Microvessel co-transplantation improves poor remuscularization by hiPSC-cardiomyocytes in a complex disease model of myocardial infarction and type 2 diabetes.

Abstract

People with type 2 diabetes (T2D) are at a higher risk for myocardial infarction (MI) than age-matched healthy individuals. Here, we studied cell-based cardiac regeneration post MI in T2D rats modeling the co-morbid conditions in patients with MI. We recapitulated the T2D hallmarks and clinical aspects of diabetic cardiomyopathy using high-fat diet and streptozotocin in athymic rats, which were then subjected to MI and intramyocardial implantation of human induced pluripotent stem cell-derived cardiomyocytes (hiPSC-CMs) with or without rat adipose-derived microvessels (MVs). hiPSC-CM alone engrafted poorly. Co-delivery of hiPSC-CMs with MVs yielded a smaller infarct area and a thicker left ventricle wall.

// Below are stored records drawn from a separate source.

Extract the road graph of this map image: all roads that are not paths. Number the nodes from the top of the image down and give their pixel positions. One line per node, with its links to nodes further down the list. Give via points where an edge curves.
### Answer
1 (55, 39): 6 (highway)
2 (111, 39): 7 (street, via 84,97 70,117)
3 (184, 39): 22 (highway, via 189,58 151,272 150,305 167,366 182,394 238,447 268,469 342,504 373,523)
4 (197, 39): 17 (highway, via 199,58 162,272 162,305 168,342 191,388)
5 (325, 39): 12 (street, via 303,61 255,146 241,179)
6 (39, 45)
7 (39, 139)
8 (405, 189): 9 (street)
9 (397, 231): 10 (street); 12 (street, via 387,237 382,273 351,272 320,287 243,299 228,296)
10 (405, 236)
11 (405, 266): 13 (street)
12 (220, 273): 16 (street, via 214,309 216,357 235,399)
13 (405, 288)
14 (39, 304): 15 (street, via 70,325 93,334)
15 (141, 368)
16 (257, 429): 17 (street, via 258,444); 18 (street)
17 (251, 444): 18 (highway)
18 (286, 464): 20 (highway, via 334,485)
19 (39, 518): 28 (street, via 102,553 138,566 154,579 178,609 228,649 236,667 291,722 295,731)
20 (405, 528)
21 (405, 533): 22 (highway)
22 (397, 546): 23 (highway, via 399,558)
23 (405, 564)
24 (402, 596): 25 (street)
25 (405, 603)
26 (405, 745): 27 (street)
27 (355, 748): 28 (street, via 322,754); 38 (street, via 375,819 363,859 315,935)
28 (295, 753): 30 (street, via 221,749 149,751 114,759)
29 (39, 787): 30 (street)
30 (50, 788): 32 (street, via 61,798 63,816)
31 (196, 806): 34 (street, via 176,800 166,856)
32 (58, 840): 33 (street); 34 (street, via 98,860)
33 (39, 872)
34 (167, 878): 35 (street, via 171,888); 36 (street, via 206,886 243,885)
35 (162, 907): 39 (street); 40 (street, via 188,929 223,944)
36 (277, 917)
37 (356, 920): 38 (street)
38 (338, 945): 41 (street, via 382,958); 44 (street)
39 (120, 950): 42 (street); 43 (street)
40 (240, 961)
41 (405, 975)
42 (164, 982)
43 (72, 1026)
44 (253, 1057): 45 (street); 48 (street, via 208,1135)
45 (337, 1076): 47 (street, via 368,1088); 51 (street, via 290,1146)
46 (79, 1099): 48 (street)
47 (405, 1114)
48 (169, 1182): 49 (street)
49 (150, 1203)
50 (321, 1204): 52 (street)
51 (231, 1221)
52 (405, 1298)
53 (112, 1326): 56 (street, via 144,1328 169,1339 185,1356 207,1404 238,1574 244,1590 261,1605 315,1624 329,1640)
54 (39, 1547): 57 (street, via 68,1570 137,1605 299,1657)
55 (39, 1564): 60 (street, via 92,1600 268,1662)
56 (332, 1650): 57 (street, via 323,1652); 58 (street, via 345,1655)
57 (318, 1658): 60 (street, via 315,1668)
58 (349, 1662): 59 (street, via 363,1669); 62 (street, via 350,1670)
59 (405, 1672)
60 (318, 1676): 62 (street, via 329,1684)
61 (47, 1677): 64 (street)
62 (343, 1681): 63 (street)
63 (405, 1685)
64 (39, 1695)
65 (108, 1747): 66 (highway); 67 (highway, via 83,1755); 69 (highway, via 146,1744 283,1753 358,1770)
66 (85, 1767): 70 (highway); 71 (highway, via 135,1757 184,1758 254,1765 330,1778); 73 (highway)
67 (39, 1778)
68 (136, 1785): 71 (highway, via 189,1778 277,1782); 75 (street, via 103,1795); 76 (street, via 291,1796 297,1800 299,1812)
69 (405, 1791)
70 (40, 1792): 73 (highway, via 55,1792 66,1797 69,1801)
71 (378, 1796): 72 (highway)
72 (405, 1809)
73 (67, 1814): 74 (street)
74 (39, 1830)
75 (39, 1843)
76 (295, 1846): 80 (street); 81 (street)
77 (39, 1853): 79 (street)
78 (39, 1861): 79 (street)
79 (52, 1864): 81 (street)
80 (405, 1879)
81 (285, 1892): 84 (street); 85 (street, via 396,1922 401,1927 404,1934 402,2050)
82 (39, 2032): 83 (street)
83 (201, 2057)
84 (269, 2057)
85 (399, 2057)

Additionally, MVs robustly integrated into the infarcted hearts, improved the survival of hiPSC-CMs, and improved cardiac function. MV-conditioned media also promoted hiPSC-CM maturation in vitro, increasing cardiomyocyte (CM) size in an interleukin (IL)-6-dependent manner. Given the availability of MVs from human adipose tissue, MVs present great translational potential for the treatment of heart failure in people with T2D.